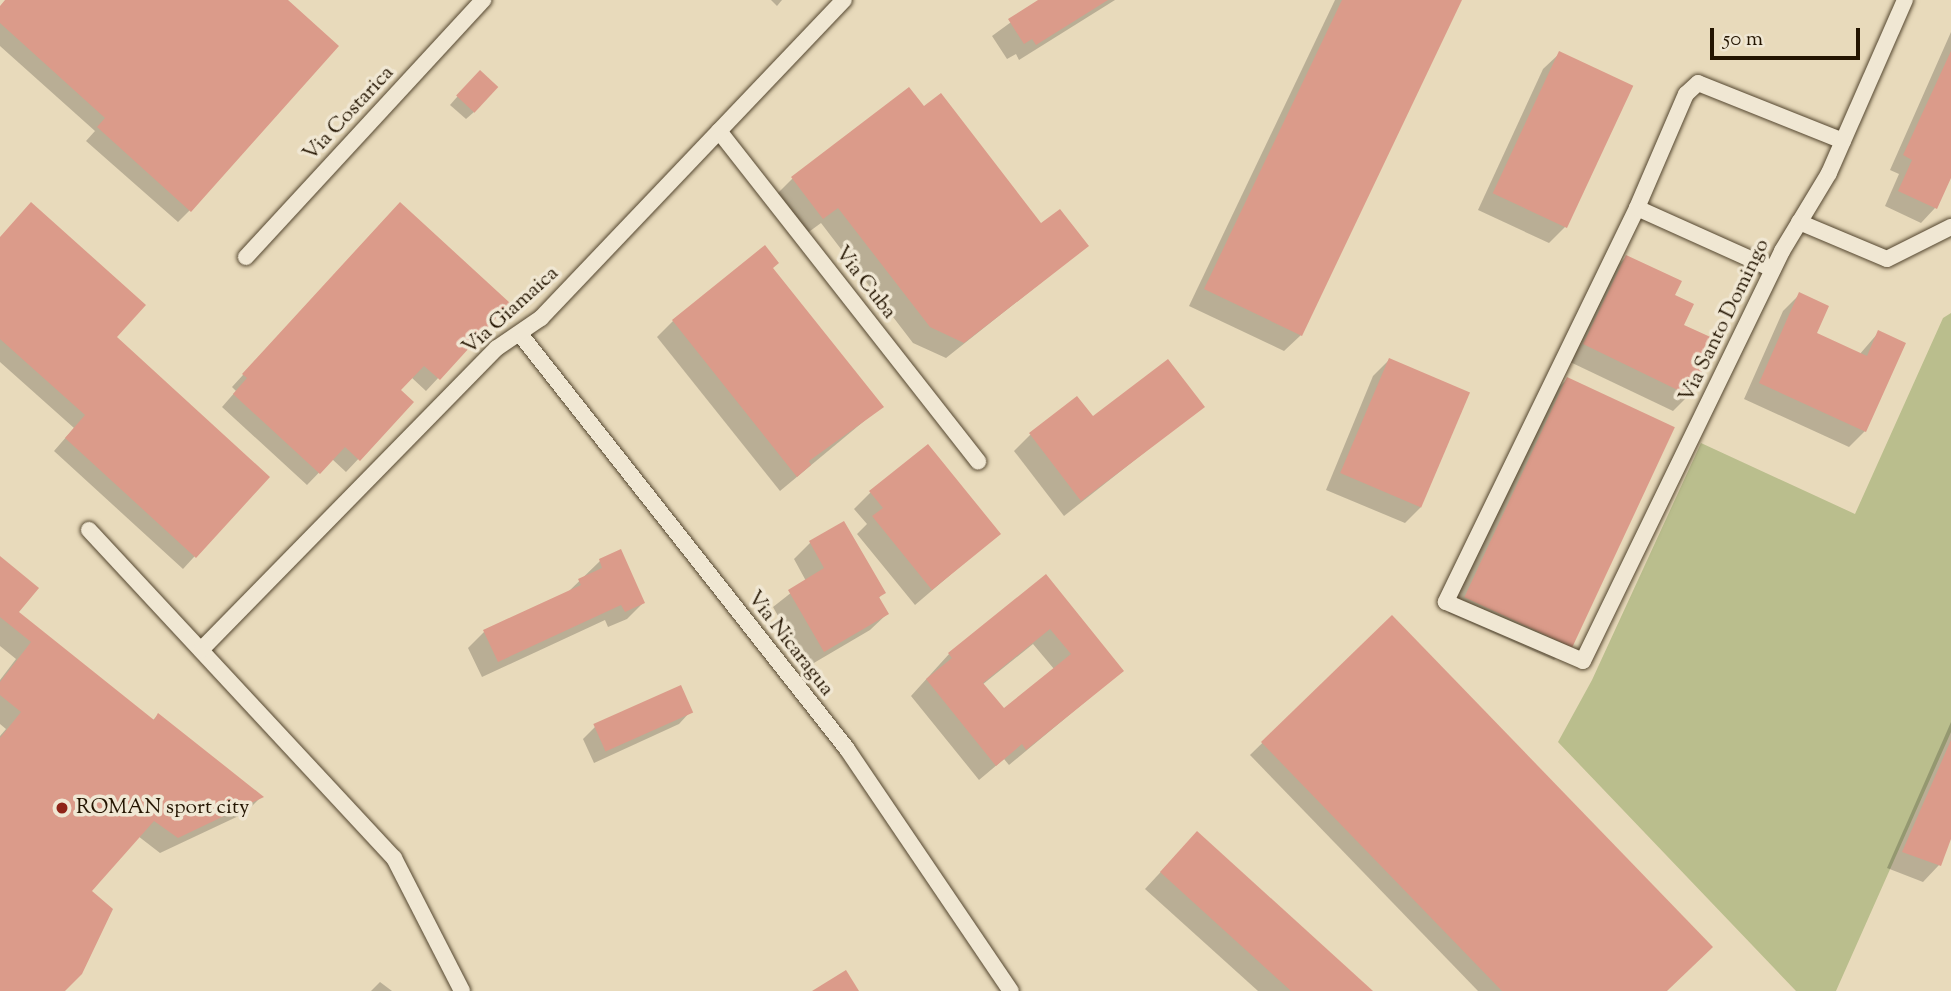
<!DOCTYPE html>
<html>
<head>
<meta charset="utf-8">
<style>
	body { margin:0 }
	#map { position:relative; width:1951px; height:991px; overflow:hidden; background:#e8dabb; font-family:"Sorts Mill Goudy",serif }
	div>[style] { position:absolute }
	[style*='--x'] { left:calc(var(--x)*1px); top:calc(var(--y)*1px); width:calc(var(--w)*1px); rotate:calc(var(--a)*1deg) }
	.green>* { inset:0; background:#babe8d }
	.shadow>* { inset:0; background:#0003 }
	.building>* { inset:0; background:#db9b8a; transform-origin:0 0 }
	.roads { filter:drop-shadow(0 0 2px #54462f) drop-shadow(0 0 2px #54462f) }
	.street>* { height:16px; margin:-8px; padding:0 8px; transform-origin:8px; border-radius:8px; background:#f0e7d3 }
	.dots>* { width:19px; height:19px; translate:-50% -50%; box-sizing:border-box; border:4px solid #f0e7d3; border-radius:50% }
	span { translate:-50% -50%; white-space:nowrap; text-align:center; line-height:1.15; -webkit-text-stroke:7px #f0e7d3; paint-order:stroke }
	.street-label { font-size:21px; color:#231400 }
	.poi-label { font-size:21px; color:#231400 }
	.left { translate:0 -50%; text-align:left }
	.scale { position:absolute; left:1710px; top:28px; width:150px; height:32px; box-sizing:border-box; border:4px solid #231400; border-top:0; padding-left:9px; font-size:21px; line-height:24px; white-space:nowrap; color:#231400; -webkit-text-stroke:5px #f0e7d3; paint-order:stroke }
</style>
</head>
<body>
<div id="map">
	<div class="green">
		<i style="clip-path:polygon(1951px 313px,1951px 732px,1836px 991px,1796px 991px,1558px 742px,1592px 680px,1701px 443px,1855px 514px,1943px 318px)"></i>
	</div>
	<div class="shadow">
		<i style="clip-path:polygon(6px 0,285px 0,190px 210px,178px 222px,86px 141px,95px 131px,0 46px,0 7px)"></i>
		<i style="clip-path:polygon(771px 0,782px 0,777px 6px)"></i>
		<i style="clip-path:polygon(1041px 0,1115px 0,1019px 60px,1016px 54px,1007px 59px,992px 36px)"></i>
		<i style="clip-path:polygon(1335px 0,1460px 0,1301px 335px,1284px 351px,1189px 306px)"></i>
		<i style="clip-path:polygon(1951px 32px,1951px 174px,1935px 208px,1921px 223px,1885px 206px,1899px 174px,1890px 170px)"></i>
		<i style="clip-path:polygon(1560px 53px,1631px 87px,1565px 227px,1549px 243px,1478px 210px,1543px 69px)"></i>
		<i style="clip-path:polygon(472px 80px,474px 112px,466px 119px,450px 105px)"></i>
		<i style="clip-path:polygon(924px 108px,1041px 226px,1087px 246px,946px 358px,913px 343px,821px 223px,806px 234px,776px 195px,792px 179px)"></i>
		<i style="clip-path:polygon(388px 216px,508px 303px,426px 391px,411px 377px,399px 390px,412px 402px,346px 472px,332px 459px,307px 485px,222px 407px,236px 391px,232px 387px)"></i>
		<i style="clip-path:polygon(0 238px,267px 477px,183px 569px,54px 451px,74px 428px,0 362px)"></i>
		<i style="clip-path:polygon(1626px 257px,1673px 296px,1682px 325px,1689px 395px,1673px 411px,1568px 361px,1610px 273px)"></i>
		<i style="clip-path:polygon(771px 269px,881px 407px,780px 491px,657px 337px,673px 321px)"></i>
		<i style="clip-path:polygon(1800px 294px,1814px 334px,1859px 355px,1878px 333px,1865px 431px,1849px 447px,1744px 399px,1783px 311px)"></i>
		<i style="clip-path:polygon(1389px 360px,1421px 507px,1405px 523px,1326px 490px,1373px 376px)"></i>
		<i style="clip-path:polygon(1567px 379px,1571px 644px,1554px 660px,1448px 613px,1551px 395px)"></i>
		<i style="clip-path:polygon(1203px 406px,1064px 516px,1014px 451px,1030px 435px,1092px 419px)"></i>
		<i style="clip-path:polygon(871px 492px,998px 534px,915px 605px,857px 534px,867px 524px,854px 509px)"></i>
		<i style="clip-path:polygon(844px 523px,884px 592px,878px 599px,887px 614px,870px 630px,807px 667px,773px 607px,806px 581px,794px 559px,810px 543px)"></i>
		<i style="clip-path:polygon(0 559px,17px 612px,152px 721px,158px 715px,261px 797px,245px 813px,160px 853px,138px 836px,90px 891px,63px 991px,0 991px,0 736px,6px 729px,0 724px,0 680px,16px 659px,0 646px)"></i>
		<i style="clip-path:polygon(600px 561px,643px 603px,627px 619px,608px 627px,605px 620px,482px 677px,468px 648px,484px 632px,566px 594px)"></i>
		<i style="clip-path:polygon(evenodd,1046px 576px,1122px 671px,1009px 765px,1004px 759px,979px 780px,911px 696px,949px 654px,1046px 576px,1033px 644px,1054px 669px,1004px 711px,982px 685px,1033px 644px)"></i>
		<i style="clip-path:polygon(1392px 617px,1665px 991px,1478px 991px,1250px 755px)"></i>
		<i style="clip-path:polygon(691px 711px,679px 724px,594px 763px,583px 739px,595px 727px)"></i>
		<i style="clip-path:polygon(1951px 722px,1951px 834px,1939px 865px,1923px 882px,1887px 868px)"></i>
		<i style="clip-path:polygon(1181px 850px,1367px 991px,1258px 991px,1145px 889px)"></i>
		<i style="clip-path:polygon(380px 982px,392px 991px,371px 991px)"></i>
	</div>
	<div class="building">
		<i style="clip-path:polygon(5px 0,288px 0,339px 46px,191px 212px,97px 127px,105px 118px,0 23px,0 6px)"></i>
		<i style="clip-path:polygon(1038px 0,1108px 0,1036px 45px,1032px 39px,1024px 44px,1008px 19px)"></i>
		<i style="clip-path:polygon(1342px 0,1462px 0,1302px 336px,1204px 289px)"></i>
		<i style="left:1559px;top:51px;width:82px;height:157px;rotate:25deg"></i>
		<i style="clip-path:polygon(1951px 51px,1951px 178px,1937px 209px,1898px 191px,1912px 160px,1903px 155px)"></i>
		<i style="left:480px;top:70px;width:25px;height:35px;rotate:43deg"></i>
		<i style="clip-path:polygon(909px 87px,924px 106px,941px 93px,1041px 223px,1060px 209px,1089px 246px,964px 343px,930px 327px,838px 208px,823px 219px,791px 177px)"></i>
		<i style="clip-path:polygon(31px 202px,146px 305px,117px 337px,270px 477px,196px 558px,65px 438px,85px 415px,0 339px,0 237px)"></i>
		<i style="clip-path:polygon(400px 202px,510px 303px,440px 380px,424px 366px,401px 390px,414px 402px,360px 461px,345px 447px,320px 474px,233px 394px,247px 378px,242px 374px)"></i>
		<i style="clip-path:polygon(765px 245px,779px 263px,773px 268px,884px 407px,809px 461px,811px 465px,797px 477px,672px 320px)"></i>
		<i style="clip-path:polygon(1626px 255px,1682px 281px,1675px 295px,1694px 304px,1684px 325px,1717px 340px,1690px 396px,1583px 344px)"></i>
		<i style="clip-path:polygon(1799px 292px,1829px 306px,1817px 333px,1867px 356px,1878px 330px,1906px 343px,1866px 432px,1759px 383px)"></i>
		<i style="left:1389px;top:358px;width:88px;height:125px;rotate:23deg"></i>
		<i style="clip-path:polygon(1168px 359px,1205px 407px,1081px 501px,1029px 433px,1077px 396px,1093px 416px)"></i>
		<i style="left:1567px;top:377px;width:119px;height:243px;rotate:25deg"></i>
		<i style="clip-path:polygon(928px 444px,1001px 534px,932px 590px,872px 516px,883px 508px,869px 491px)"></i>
		<i style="clip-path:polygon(844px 521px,886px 593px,879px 597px,889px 614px,824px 652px,788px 590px,824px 568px,809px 541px)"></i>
		<i style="clip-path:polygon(621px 549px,645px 603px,625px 612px,621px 605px,498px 662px,483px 630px,581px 585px,578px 579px,602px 568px,599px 559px)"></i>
		<i style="clip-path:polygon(0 556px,39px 588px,19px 612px,154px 720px,158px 713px,264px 797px,178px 838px,154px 821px,92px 891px,113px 909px,82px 974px,65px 991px,0 991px,0 738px,21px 712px,0 695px,0 682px,31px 642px,0 617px)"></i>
		<i style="clip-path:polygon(evenodd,1046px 574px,1124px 671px,1026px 750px,1022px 744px,996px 766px,926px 679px,952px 658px,948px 653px,1046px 574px,1050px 629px,1071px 654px,1004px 708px,983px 683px,1050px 629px)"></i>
		<i style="clip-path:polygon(1392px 615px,1713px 947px,1667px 991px,1502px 991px,1261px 742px)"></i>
		<i style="left:681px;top:685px;width:30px;height:96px;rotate:66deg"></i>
		<i style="clip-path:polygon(1951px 740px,1951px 839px,1941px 866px,1902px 852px)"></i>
		<i style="clip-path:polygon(1197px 831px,1373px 991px,1291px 991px,1160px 872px)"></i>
		<i style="clip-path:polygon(846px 970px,859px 991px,812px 991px)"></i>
	</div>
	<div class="roads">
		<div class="street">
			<i style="--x:719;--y:131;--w:420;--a:51.9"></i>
			<i style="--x:1843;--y:141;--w:156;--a:-158.2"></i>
			<i style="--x:1698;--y:83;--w:16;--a:137"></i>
			<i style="--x:1686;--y:94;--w:124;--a:113.3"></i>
			<i style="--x:1637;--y:208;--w:438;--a:115.9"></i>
			<i style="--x:1446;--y:602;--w:149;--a:23.3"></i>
			<i style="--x:1583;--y:661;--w:456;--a:-64.1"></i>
			<i style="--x:1782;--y:251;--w:91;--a:-58.9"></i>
			<i style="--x:1829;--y:173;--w:189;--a:-66.3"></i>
			<i style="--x:1637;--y:208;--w:149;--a:24.2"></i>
			<i style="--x:1799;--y:222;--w:95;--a:22.8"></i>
			<i style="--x:1887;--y:259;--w:72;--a:-26.6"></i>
			<i style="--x:246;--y:257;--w:350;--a:-47.3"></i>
			<i style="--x:520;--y:334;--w:528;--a:51.76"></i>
			<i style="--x:847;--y:749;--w:292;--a:55.9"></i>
			<i style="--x:89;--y:530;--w:448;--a:47.1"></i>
			<i style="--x:394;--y:858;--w:149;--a:62.9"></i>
			<i style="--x:202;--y:649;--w:421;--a:-45.6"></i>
			<i style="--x:497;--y:348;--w:53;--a:-34.3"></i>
			<i style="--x:541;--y:318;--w:439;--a:-46.4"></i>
		</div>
	</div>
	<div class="dots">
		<i style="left:62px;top:808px;background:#8f2418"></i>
	</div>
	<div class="street-label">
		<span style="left:349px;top:114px;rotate:-47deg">Via Costarica</span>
		<span style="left:865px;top:283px;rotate:52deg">Via Cuba</span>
		<span style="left:511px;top:311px;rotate:-42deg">Via Giamaica</span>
		<span style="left:1725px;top:321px;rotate:-64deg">Via Santo Domingo</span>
		<span style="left:790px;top:644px;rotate:52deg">Via Nicaragua</span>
	</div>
	<div class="poi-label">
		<span class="left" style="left:76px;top:808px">ROMAN sport city</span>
	</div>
	<div class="scale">50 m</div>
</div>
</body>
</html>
────────────────
YOUR GOAL:
Return exactly the lines of the data, beginning with the first and ending with the line containing "translate:-50% -50%; white-space:nowrap;". Skip the pictures.

RESPONSE TO THIS TASK:
<!DOCTYPE html>
<html>
<head>
<meta charset="utf-8">
<style>
	body { margin:0 }
	#map { position:relative; width:1951px; height:991px; overflow:hidden; background:#e8dabb; font-family:"Sorts Mill Goudy",serif }
	div>[style] { position:absolute }
	[style*='--x'] { left:calc(var(--x)*1px); top:calc(var(--y)*1px); width:calc(var(--w)*1px); rotate:calc(var(--a)*1deg) }
	.green>* { inset:0; background:#babe8d }
	.shadow>* { inset:0; background:#0003 }
	.building>* { inset:0; background:#db9b8a; transform-origin:0 0 }
	.roads { filter:drop-shadow(0 0 2px #54462f) drop-shadow(0 0 2px #54462f) }
	.street>* { height:16px; margin:-8px; padding:0 8px; transform-origin:8px; border-radius:8px; background:#f0e7d3 }
	.dots>* { width:19px; height:19px; translate:-50% -50%; box-sizing:border-box; border:4px solid #f0e7d3; border-radius:50% }
	span { translate:-50% -50%; white-space:nowrap; text-align:center; line-height:1.15; -webkit-text-stroke:7px #f0e7d3; paint-order:stroke }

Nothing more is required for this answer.